Wednesday, June 3, 2020

No Regrets?

No Regrets?

Just watched the 25th Anniversary production of Phantom Of The Opera online, and as expected it made me super emotional, partly because it was so amazing, but mostly because it made me feel bad about myself.

Other than wanting to be the lead singer of a kick ass rock band, really my true passion is musical theatre, which I think even a lot of my friends might not know. For me singing has always been about acting the song as well as vocalising it, and having danced since I was 3, the 3 arts combined is just the best. And yet, I never once auditioned for one. Not even for chorus. In my 20s, a friend tried to convince me to audition for a new musical (Dirty Dancing) which was looking for dancers, especially those with a background in ballroom / latin, and despite the fact that she'd been in London musical productions (and therefore knew the standard expected), and the fact that I'd studied ballroom / latin for almost ten years (passing all my exams with crazy high pass scores), I didn't go. Because I didn't think I was good enough.

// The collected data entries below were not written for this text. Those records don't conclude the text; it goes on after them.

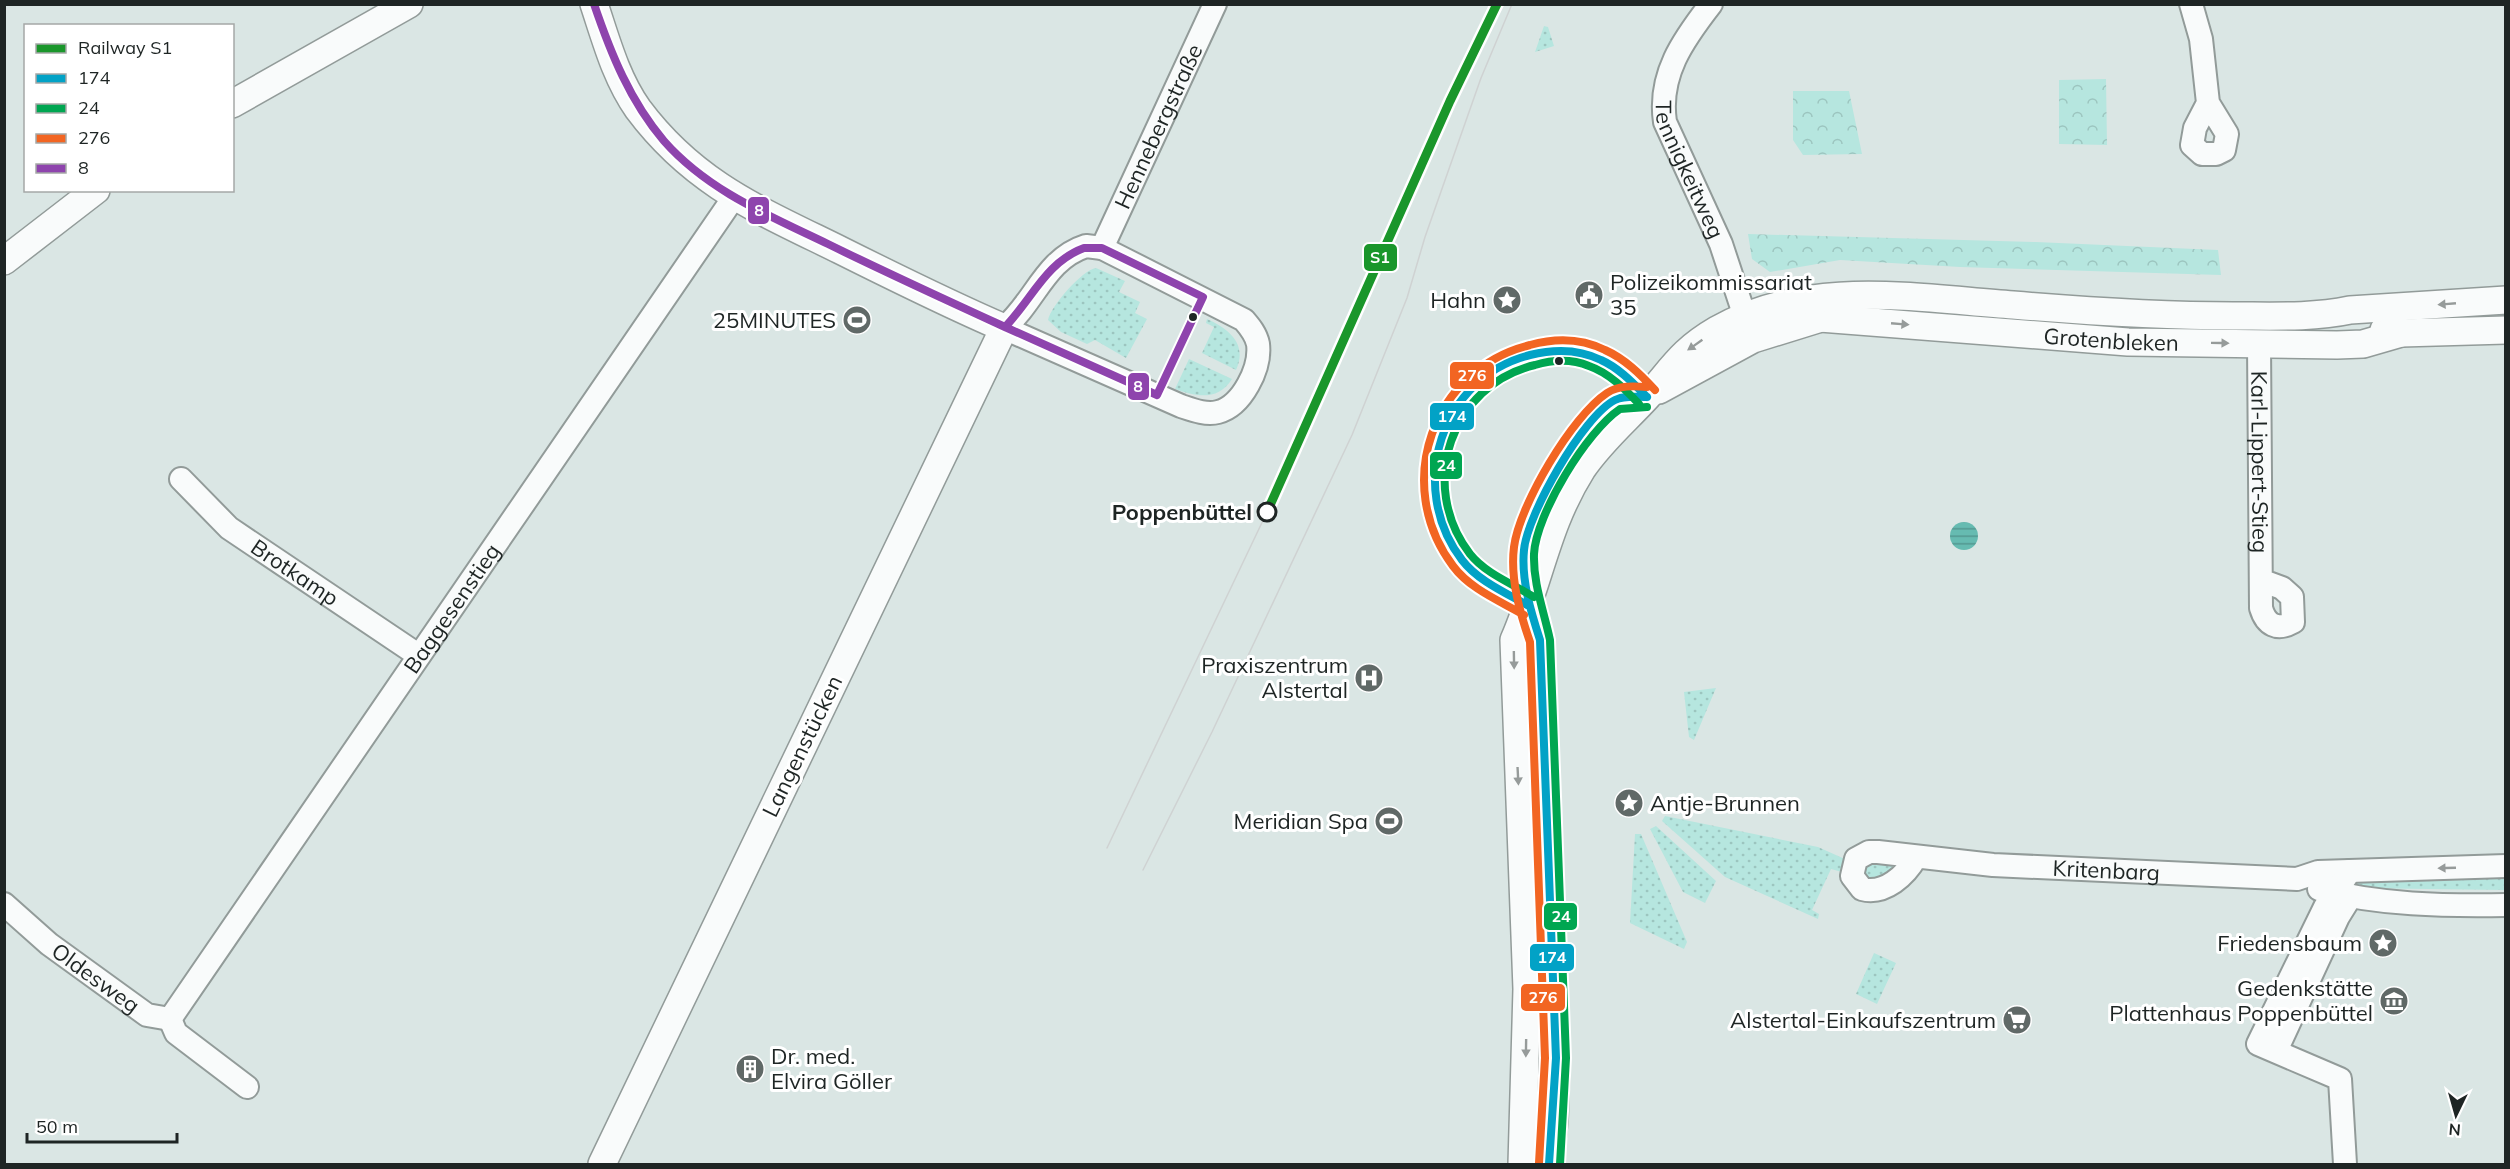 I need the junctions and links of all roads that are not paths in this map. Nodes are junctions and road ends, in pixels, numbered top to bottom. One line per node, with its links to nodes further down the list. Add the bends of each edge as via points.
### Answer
1 (409, 4): 6 (street)
2 (594, 4): 9 (street, via 622,82 637,107 683,160)
3 (1215, 4): 10 (street, Hennebergstraße)
4 (1712, 4): 17 (street, Tennigkeitweg, via 1669,70 1663,109 1665,123 1721,244)
5 (2191, 4): 7 (street, via 2201,39)
6 (234, 103)
7 (2208, 103)
8 (93, 192): 11 (street)
9 (734, 197): 16 (street); 24 (street, Baggesenstieg)
10 (1102, 248): 16 (street, via 1086,246 1055,264 1017,317); 16 (street, via 1238,315 1251,328 1258,344 1257,361 1233,405 1216,413 1189,409)
11 (4, 261)
12 (1915, 298): 14 (street, Grotenbleken, via 2128,314); 15 (street, Grotenbleken, via 1871,304); 17 (street, Grotenbleken, via 1834,294 1811,298)
13 (2505, 300): 14 (street, Grotenbleken, one-way to 14)
14 (2326, 315): 19 (street, Grotenbleken)
15 (1820, 318): 17 (street, Grotenbleken); 20 (street, Grotenbleken, one-way to 20, via 2128,342)
16 (1004, 328): 34 (street, Langenstücken)
17 (1749, 328): 23 (street, via 1690,348 1609,434 1582,471 1550,531)
18 (2505, 330): 19 (street, Grotenbleken)
19 (2401, 333): 20 (street, Grotenbleken, via 2363,344)
20 (2259, 344): 22 (street, Karl-Lippert-Stieg)
21 (181, 479): 24 (street, Brotkamp, via 229,528)
22 (2263, 580)
23 (1529, 606): 35 (street, one-way to 35, via 1514,639 1513,656 1527,989); 36 (street, via 1540,640 1556,1059 1556,1101)
24 (418, 655): 32 (street, Baggesenstieg)
25 (1916, 857): 28 (street, Kritenbarg, via 1993,865)
26 (2505, 866): 27 (street, Kritenbarg, one-way to 27)
27 (2350, 871): 28 (street, Kritenbarg, via 2309,873); 29 (street)
28 (2297, 879): 29 (street, Kritenbarg)
29 (2342, 895): 31 (street, Kritenbarg); 37 (street, via 2267,1047 2340,1079)
30 (4, 904): 32 (street, Oldesweg, via 49,944 147,1015)
31 (2505, 905)
32 (170, 1019): 33 (street, Oldesweg, via 176,1033)
33 (247, 1087)
34 (602, 1164)
35 (1522, 1164)
36 (1548, 1164)
37 (2345, 1164)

I have very few regrets in my life, but not taking a chance to see where my talents could take me is the big one. It's not all my fault - a LOT of auditions were only open to women over a certain height (often 5 ft 6), and although my Starnow profile says I'm 5 ft 4 (I think it also says I'm 29...) I'm only 5 ft 2. But I never took any chances anyway, because I didn't think I was good enough.

It's too late for me now, I'm 38 this year, and ain't nobody casting any middle aged short chicks in their musicals.. but I've realised that the best things that never happened to me, and the worst things that have happened to me in my life, have happened because I didn't think I was good enough, bad relationships, low self esteem etc.
Sooo, bringing me to my point... please don't let this happen to you.

I mean, somethings you might not be good enough at - for example, don't try juggling with flaming torches if you think you're not good enough at that... but, when we get out of these current restrictions and are finally allowed to get on with our lives, make sure you REALLY get on with it. Don't piss about. Don't waste time. Don't end up with regrets.